Sunday, November 13, 2016

XML Schema : <assert> helps us process wild-cards and attributes

Please let me illustrate my point with the following XML Schema (1.1) example:

XML Schema document:
<?xml version="1.0" encoding="UTF-8"?>
<xs:schema xmlns:xs="http://www.w3.org/2001/XMLSchema">

   <xs:element name="X">
     <xs:complexType>
        <xs:sequence>
           <xs:any processContents="skip" minOccurs="3" maxOccurs="3"/>
        </xs:sequence>
        <xs:attribute name="y1" type="xs:string"/>
        <xs:attribute name="y2" type="xs:string"/>
        <xs:attribute name="y3" type="xs:string"/>
        <xs:assert test="deep-equal(for $el in * return name($el), for $at in @* return name($at))"/>
     </xs:complexType>
   </xs:element>
 
</xs:schema>

This schema document says following:
1) A wild-card requires 3 element nodes.
2) There are 3 attribute nodes, of same cardinality as the elements.
3) The <assert> says that, name of elements validated by wild-cards must be same as the names of attributes.

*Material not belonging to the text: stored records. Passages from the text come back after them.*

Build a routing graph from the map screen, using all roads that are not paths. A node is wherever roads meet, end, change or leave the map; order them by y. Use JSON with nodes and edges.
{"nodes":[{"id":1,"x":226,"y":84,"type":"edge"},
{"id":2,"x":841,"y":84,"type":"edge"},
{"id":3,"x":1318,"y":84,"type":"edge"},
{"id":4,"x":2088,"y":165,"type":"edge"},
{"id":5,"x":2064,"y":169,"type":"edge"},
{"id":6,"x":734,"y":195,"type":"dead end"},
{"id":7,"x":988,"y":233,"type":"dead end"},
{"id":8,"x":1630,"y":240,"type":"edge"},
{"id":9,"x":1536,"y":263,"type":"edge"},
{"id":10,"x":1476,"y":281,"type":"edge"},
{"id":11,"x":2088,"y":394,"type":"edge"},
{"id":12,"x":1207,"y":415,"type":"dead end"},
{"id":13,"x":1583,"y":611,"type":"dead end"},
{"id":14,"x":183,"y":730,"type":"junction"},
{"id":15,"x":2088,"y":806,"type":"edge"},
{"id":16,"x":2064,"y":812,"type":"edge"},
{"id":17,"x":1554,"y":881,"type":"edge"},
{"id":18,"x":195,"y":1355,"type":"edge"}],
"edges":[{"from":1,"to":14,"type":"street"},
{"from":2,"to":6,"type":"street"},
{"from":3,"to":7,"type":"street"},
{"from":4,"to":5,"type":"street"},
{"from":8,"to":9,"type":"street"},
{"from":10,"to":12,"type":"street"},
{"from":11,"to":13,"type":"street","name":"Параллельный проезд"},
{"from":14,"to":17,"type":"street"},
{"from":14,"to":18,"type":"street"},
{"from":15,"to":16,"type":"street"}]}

Here's a valid XML document for the above schema document:
<?xml version="1.0" encoding="UTF-8"?>
<X y1="A" y2="B" y3="C">
  <y1>A</y1>
  <y2>B</y2>
  <y3>C</y3>
</X>

Reference to XPath 2.0 language (for <assert> path expressions) : https://www.w3.org/TR/xpath20/.

I hope this example is useful.

Friday, October 28, 2016

XML Schema 1.1 : assertion refines enumeration

In this post, I'll try to explain how the XML Schema 1.1 <assertion> facet refines the XML Schema <enumeration> facet in useful ways, and also helps us build a useful domain vocabulary written in the XML Schema language.

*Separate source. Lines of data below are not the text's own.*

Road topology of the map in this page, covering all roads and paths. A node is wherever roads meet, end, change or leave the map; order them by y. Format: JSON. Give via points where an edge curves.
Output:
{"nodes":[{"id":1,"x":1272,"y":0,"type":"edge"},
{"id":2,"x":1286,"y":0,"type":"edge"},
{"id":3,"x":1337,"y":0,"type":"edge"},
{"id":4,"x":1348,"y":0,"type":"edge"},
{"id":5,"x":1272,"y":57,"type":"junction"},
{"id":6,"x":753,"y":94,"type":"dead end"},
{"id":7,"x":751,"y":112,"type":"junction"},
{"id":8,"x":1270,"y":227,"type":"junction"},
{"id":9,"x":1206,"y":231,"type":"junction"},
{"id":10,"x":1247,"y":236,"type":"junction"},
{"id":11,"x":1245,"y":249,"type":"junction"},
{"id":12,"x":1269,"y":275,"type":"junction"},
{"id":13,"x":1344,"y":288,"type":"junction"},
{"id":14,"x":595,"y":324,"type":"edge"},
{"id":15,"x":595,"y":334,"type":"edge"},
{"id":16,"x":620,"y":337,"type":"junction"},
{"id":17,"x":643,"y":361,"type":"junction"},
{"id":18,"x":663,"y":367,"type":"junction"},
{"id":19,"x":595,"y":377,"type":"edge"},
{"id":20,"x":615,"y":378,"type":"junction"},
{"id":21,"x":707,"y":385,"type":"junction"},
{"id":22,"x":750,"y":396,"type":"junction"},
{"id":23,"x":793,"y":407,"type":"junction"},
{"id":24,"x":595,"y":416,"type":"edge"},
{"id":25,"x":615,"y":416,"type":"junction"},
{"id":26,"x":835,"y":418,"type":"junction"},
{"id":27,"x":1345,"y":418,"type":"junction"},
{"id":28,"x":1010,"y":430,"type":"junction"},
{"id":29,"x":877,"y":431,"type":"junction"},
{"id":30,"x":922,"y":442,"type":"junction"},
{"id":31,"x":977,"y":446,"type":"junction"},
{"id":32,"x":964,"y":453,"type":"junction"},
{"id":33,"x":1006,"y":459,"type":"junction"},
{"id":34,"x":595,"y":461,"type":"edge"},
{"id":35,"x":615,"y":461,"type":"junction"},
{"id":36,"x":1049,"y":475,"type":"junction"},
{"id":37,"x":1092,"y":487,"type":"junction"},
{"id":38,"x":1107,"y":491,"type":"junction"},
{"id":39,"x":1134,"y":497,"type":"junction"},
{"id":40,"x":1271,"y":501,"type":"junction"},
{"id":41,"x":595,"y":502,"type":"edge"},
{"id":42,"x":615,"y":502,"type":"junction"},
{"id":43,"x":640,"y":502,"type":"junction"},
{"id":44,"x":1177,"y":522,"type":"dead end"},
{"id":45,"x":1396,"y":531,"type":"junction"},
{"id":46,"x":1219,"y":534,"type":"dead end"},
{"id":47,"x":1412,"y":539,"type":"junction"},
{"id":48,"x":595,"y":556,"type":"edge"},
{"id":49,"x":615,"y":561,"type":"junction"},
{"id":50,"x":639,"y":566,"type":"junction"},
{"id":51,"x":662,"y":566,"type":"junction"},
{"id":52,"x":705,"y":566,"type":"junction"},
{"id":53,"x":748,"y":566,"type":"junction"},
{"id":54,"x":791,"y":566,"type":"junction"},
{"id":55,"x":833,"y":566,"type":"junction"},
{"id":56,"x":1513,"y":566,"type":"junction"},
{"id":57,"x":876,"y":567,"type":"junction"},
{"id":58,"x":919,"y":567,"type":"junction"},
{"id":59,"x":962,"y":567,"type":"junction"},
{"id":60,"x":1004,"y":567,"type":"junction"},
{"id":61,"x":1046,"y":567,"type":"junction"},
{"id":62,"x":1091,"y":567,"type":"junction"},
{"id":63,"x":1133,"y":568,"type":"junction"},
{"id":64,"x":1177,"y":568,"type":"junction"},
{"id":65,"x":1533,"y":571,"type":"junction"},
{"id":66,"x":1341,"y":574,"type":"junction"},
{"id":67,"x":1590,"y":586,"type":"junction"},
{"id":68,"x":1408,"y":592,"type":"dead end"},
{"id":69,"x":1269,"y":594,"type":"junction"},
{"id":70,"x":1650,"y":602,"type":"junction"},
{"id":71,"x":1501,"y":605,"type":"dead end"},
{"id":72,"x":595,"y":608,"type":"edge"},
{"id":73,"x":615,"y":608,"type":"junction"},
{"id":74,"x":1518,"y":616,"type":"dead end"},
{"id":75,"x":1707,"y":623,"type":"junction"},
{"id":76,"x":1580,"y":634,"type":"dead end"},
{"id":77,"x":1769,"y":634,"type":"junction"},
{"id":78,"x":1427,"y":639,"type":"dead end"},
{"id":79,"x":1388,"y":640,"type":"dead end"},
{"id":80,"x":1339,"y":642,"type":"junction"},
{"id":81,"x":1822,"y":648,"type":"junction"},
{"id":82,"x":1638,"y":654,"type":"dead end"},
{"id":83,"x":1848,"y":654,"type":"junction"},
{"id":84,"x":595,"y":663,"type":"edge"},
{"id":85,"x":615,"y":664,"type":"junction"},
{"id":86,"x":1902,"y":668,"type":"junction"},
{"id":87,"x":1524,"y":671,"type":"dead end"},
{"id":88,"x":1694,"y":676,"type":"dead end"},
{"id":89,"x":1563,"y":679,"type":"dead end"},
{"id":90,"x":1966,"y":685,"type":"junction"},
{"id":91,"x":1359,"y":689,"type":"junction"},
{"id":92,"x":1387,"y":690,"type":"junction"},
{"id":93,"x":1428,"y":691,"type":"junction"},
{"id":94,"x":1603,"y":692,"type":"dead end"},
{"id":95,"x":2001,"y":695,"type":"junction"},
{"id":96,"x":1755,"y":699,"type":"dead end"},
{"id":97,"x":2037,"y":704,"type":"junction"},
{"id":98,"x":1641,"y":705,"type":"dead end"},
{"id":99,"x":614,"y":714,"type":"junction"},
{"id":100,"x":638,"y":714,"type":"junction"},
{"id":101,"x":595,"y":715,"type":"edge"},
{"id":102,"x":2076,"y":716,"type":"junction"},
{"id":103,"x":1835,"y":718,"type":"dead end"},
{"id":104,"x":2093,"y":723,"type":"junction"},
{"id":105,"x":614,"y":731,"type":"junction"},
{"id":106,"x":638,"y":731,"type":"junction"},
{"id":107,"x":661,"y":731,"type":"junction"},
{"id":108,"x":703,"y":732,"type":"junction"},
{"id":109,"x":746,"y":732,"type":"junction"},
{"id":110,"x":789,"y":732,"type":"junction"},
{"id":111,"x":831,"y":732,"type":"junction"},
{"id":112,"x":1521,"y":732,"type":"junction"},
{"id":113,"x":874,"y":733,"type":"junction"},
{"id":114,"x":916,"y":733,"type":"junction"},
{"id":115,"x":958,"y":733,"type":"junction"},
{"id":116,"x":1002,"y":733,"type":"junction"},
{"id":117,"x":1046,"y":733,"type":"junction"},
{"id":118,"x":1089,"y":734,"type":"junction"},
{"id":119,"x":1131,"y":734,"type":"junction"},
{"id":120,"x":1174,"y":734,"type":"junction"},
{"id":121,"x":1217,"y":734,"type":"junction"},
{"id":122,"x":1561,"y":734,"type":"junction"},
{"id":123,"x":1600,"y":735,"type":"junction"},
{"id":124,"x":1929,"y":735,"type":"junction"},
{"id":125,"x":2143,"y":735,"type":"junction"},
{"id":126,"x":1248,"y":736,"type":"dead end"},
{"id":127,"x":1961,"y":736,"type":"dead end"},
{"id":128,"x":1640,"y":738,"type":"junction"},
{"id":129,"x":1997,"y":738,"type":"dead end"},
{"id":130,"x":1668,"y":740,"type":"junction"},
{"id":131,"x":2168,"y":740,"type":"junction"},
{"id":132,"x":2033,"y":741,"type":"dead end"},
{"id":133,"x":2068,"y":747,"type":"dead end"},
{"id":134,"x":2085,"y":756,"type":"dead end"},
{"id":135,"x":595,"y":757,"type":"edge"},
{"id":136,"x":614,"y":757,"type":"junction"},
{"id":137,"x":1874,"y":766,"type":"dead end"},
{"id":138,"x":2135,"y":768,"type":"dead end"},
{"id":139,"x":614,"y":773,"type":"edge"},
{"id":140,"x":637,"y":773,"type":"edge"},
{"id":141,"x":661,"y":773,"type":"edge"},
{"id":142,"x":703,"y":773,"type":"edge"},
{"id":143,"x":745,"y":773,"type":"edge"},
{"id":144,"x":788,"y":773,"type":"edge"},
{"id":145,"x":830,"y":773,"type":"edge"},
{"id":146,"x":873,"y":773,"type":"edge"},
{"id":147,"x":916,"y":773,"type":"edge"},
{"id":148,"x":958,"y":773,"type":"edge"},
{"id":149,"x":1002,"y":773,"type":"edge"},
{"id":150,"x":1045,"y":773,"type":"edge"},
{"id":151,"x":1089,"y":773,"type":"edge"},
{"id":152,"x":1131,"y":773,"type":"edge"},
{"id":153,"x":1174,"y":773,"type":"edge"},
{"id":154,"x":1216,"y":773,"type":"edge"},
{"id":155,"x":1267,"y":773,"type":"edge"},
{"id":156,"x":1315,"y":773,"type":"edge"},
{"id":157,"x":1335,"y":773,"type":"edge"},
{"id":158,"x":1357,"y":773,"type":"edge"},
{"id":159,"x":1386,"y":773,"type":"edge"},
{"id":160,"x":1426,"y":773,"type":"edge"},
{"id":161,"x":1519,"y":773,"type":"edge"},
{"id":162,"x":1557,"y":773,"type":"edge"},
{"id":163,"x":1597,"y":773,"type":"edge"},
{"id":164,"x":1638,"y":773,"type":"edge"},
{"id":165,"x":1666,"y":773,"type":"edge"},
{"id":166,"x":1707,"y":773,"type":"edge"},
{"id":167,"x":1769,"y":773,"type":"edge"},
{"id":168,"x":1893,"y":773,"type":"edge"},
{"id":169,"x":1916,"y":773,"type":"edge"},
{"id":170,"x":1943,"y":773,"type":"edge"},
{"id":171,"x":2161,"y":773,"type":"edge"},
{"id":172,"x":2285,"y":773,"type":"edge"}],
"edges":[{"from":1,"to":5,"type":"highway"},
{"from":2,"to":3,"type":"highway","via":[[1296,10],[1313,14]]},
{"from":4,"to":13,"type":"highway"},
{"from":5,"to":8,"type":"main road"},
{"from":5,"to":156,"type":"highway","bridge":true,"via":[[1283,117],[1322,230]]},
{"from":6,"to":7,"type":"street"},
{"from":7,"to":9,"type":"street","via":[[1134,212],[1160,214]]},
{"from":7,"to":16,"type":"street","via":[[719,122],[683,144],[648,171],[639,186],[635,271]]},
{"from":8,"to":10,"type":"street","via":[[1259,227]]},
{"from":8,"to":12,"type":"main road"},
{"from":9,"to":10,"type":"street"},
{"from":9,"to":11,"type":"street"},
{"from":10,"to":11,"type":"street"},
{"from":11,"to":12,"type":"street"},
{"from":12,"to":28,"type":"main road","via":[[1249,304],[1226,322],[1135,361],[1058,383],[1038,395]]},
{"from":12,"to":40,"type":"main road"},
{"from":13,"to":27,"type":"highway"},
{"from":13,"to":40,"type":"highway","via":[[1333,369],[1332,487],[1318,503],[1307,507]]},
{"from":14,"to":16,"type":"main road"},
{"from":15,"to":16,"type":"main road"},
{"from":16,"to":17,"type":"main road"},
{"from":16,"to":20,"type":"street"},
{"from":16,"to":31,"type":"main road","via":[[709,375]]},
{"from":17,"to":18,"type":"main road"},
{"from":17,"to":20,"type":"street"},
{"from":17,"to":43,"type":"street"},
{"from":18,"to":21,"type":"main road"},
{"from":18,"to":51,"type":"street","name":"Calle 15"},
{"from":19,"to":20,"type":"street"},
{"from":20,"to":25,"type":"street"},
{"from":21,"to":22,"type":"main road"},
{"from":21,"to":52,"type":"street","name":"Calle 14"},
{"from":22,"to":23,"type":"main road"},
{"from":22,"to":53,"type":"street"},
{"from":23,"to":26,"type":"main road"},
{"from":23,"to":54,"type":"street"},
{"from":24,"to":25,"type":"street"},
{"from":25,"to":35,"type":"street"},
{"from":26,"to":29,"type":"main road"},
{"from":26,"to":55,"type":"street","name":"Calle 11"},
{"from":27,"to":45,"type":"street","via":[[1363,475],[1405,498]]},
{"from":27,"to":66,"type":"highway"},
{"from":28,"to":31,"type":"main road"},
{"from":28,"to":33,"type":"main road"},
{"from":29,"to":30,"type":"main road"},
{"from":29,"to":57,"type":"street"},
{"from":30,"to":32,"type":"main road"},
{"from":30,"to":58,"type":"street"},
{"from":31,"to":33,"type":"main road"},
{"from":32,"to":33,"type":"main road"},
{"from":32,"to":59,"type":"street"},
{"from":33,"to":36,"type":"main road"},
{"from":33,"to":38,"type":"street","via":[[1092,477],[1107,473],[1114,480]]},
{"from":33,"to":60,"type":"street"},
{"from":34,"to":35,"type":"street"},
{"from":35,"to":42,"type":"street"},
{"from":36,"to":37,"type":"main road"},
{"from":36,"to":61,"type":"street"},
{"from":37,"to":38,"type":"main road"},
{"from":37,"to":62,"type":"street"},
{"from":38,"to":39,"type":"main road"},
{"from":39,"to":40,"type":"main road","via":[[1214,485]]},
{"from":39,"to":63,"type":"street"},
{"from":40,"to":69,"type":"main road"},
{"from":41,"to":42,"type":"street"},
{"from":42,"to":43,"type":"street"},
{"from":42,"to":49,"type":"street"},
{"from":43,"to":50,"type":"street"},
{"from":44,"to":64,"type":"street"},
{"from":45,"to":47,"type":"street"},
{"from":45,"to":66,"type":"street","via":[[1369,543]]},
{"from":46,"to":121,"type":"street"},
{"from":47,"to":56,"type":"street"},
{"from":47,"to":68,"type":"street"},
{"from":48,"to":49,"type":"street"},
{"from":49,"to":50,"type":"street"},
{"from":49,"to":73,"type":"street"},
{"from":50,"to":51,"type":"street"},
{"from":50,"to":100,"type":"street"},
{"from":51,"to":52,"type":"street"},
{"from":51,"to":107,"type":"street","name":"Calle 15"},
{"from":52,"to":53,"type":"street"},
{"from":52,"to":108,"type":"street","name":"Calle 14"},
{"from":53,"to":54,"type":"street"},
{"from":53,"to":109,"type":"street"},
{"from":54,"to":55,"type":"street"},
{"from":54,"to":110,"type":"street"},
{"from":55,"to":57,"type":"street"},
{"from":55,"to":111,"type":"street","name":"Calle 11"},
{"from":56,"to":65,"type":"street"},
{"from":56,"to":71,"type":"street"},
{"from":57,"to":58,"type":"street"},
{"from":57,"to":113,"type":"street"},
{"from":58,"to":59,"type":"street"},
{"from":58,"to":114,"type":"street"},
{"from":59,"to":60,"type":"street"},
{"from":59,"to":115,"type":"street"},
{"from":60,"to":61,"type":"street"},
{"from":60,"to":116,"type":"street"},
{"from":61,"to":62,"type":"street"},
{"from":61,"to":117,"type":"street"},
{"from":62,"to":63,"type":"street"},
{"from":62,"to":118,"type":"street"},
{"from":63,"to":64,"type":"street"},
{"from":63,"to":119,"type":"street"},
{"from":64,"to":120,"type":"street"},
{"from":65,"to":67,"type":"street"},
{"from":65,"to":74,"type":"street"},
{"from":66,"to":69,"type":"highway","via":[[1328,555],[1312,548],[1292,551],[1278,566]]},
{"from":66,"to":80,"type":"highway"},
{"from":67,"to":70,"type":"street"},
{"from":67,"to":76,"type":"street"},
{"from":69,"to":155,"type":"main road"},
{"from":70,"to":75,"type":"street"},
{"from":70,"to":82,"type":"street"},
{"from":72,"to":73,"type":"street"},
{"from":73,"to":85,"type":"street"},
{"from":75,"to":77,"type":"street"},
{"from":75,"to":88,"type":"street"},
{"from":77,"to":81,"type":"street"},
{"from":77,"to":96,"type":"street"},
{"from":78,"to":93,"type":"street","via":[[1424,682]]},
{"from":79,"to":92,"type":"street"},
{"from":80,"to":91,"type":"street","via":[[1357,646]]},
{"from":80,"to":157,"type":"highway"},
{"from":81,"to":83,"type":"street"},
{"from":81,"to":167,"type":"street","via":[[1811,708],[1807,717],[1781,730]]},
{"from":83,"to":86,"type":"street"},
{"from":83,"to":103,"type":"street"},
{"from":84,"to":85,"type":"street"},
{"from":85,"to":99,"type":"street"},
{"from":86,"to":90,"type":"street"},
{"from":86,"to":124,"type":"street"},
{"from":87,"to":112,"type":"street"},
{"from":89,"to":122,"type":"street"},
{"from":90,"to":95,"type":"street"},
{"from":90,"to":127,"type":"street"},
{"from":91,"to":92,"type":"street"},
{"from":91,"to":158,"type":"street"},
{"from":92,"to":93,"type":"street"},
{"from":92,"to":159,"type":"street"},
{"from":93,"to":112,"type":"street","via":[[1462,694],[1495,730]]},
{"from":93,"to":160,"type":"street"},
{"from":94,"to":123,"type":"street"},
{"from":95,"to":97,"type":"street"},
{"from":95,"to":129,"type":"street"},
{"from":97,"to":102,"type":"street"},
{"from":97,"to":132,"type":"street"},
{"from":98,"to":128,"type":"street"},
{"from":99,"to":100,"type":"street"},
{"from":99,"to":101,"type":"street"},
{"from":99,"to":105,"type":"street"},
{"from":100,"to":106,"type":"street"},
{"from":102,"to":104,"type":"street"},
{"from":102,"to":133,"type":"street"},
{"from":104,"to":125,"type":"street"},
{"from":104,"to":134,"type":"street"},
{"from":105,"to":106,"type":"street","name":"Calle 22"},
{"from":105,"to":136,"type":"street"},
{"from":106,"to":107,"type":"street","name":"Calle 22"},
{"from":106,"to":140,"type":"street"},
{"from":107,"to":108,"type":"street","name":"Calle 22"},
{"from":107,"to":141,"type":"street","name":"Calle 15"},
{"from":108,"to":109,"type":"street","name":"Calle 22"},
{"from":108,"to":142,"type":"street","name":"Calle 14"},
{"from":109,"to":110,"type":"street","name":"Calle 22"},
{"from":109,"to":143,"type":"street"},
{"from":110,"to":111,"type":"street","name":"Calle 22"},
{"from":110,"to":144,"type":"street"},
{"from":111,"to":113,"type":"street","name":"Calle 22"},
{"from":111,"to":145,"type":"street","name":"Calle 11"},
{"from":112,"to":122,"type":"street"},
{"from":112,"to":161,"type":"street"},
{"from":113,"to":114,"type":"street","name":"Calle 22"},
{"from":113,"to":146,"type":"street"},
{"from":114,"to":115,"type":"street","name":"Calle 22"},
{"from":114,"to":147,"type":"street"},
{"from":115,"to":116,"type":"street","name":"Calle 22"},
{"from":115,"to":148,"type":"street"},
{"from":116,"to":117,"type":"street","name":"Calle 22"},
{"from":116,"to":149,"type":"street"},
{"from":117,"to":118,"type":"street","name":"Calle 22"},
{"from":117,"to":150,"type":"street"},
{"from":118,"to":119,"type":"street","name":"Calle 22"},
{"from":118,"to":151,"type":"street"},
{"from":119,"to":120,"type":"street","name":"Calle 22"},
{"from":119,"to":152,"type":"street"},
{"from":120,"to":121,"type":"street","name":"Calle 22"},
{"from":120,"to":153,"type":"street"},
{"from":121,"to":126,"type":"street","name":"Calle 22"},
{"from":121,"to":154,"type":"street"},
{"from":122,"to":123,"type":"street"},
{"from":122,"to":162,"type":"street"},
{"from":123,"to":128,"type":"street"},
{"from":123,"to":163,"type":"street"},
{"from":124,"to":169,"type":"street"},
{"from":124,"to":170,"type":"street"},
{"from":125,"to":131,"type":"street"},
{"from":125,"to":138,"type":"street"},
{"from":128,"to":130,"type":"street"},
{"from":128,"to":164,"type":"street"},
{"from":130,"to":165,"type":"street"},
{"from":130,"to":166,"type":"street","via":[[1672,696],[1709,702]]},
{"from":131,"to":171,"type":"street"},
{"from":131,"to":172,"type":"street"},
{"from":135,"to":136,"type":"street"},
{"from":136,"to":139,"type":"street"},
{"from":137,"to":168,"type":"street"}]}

Consider the following XML Schema 1.1 document:

<?xml version="1.0" encoding="UTF-8"?>
<xs:schema xmlns:xs="http://www.w3.org/2001/XMLSchema">

   <xs:element name="day" type="Day"/>
  
   <xs:element name="workday" type="WorkDay"/>
  
   <xs:element name="holiday" type="Holiday"/>
  
   <xs:simpleType name="WorkDay">
      <xs:restriction base="Day">
         <xs:assertion test="$value != 'saturday' and $value != 'sunday'"/>
      </xs:restriction>
   </xs:simpleType>
  
   <xs:simpleType name="Holiday">
     <xs:restriction base="Day">
        <xs:assertion test="$value = 'saturday' or $value = 'sunday'"/>
     </xs:restriction>
   </xs:simpleType> 
  
   <xs:simpleType name="Day">
      <xs:restriction base="xs:string">
         <xs:enumeration value="monday"/>
         <xs:enumeration value="tuesday"/>
         <xs:enumeration value="wednesday"/>
         <xs:enumeration value="thursday"/>
         <xs:enumeration value="friday"/>
         <xs:enumeration value="saturday"/>
         <xs:enumeration value="sunday"/>
      </xs:restriction>
   </xs:simpleType>
 
</xs:schema>

This is a very simple XSD document, and the XML documents validated by this XSD document will also be very simple.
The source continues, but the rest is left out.